Content starts

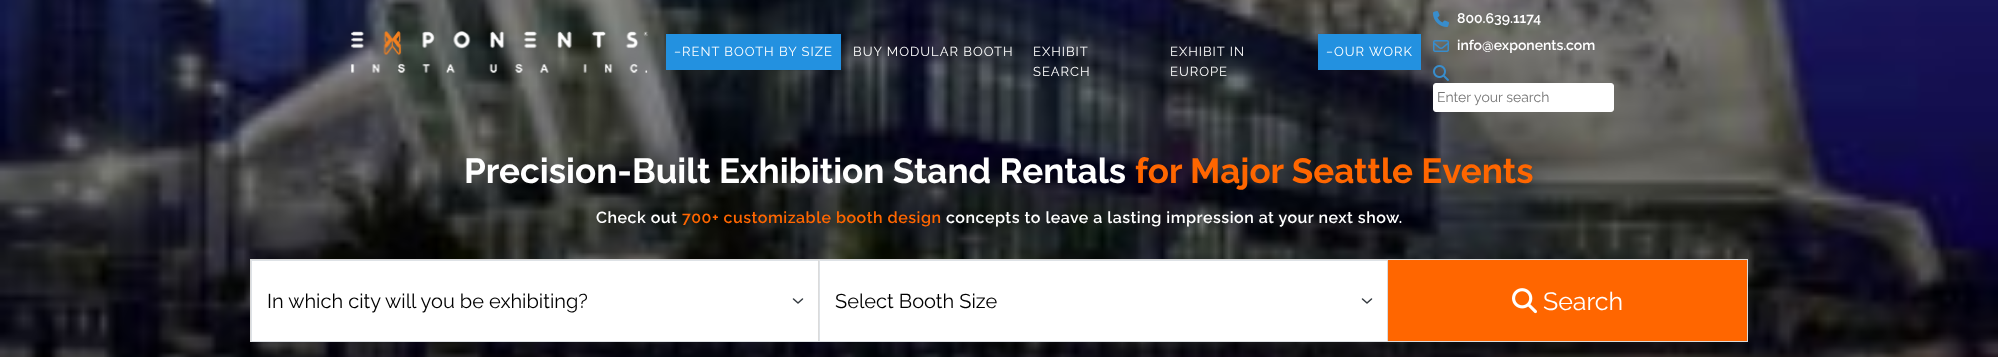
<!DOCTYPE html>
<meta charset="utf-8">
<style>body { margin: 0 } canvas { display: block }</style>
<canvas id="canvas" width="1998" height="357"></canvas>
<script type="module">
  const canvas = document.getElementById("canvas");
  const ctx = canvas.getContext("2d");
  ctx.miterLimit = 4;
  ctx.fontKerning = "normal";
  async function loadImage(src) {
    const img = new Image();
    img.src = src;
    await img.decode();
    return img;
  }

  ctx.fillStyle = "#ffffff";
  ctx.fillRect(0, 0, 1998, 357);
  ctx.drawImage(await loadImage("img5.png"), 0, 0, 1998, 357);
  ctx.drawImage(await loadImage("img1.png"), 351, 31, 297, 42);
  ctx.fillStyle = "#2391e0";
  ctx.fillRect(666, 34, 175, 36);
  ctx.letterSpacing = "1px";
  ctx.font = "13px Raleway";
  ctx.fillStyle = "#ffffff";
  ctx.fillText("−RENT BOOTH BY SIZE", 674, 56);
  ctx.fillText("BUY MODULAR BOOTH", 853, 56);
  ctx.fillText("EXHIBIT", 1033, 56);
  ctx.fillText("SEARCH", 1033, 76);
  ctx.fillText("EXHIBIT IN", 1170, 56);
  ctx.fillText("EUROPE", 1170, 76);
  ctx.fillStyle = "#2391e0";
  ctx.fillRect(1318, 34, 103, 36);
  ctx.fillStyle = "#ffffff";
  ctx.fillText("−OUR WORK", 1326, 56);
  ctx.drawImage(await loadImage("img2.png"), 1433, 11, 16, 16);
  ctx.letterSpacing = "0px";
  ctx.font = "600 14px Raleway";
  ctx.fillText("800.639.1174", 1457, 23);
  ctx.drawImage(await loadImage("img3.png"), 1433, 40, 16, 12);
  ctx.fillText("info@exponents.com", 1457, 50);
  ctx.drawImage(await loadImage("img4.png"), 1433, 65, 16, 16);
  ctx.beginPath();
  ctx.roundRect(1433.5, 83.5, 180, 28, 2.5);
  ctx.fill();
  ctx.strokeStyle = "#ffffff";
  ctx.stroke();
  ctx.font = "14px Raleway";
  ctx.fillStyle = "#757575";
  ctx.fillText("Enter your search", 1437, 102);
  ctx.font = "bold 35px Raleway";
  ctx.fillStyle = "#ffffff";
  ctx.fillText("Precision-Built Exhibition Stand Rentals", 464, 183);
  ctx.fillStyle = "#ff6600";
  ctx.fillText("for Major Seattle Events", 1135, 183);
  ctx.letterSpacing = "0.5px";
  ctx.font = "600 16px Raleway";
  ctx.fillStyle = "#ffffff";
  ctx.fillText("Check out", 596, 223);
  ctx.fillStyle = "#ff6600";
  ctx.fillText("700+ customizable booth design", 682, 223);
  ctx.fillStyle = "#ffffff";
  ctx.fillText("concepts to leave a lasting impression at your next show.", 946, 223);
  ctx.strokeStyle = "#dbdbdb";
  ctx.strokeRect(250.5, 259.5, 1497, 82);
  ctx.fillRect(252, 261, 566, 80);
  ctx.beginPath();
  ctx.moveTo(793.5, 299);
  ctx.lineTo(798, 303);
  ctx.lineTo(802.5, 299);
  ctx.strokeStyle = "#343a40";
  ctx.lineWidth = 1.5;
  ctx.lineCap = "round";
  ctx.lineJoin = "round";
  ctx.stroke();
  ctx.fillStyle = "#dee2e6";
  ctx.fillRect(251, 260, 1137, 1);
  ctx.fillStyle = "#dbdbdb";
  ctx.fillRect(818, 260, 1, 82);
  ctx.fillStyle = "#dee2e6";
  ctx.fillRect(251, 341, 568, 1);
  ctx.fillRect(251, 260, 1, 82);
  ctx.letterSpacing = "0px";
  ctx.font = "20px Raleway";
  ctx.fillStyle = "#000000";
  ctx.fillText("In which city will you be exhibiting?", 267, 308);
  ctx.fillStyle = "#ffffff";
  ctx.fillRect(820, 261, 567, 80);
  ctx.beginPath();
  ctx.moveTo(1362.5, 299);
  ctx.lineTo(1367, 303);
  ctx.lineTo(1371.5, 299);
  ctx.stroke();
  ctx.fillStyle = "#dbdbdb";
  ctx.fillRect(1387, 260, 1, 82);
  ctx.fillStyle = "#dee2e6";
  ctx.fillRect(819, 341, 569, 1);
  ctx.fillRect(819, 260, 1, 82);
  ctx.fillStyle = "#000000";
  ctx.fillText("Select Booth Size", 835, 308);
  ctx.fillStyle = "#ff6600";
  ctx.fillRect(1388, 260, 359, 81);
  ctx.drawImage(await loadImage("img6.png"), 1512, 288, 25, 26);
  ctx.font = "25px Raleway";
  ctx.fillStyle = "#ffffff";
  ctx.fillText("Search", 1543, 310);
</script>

Content ends

● To do:
Print once more, exactly, the lines that start at the top of the records above and end at the line with "ctx.fillRect(0, 0, 1998, 357);", skipping all pictures.

● Solution for this problem:
<!DOCTYPE html>
<meta charset="utf-8">
<style>body { margin: 0 } canvas { display: block }</style>
<canvas id="canvas" width="1998" height="357"></canvas>
<script type="module">
  const canvas = document.getElementById("canvas");
  const ctx = canvas.getContext("2d");
  ctx.miterLimit = 4;
  ctx.fontKerning = "normal";
  async function loadImage(src) {
    const img = new Image();
    img.src = src;
    await img.decode();
    return img;
  }

  ctx.fillStyle = "#ffffff";
  ctx.fillRect(0, 0, 1998, 357);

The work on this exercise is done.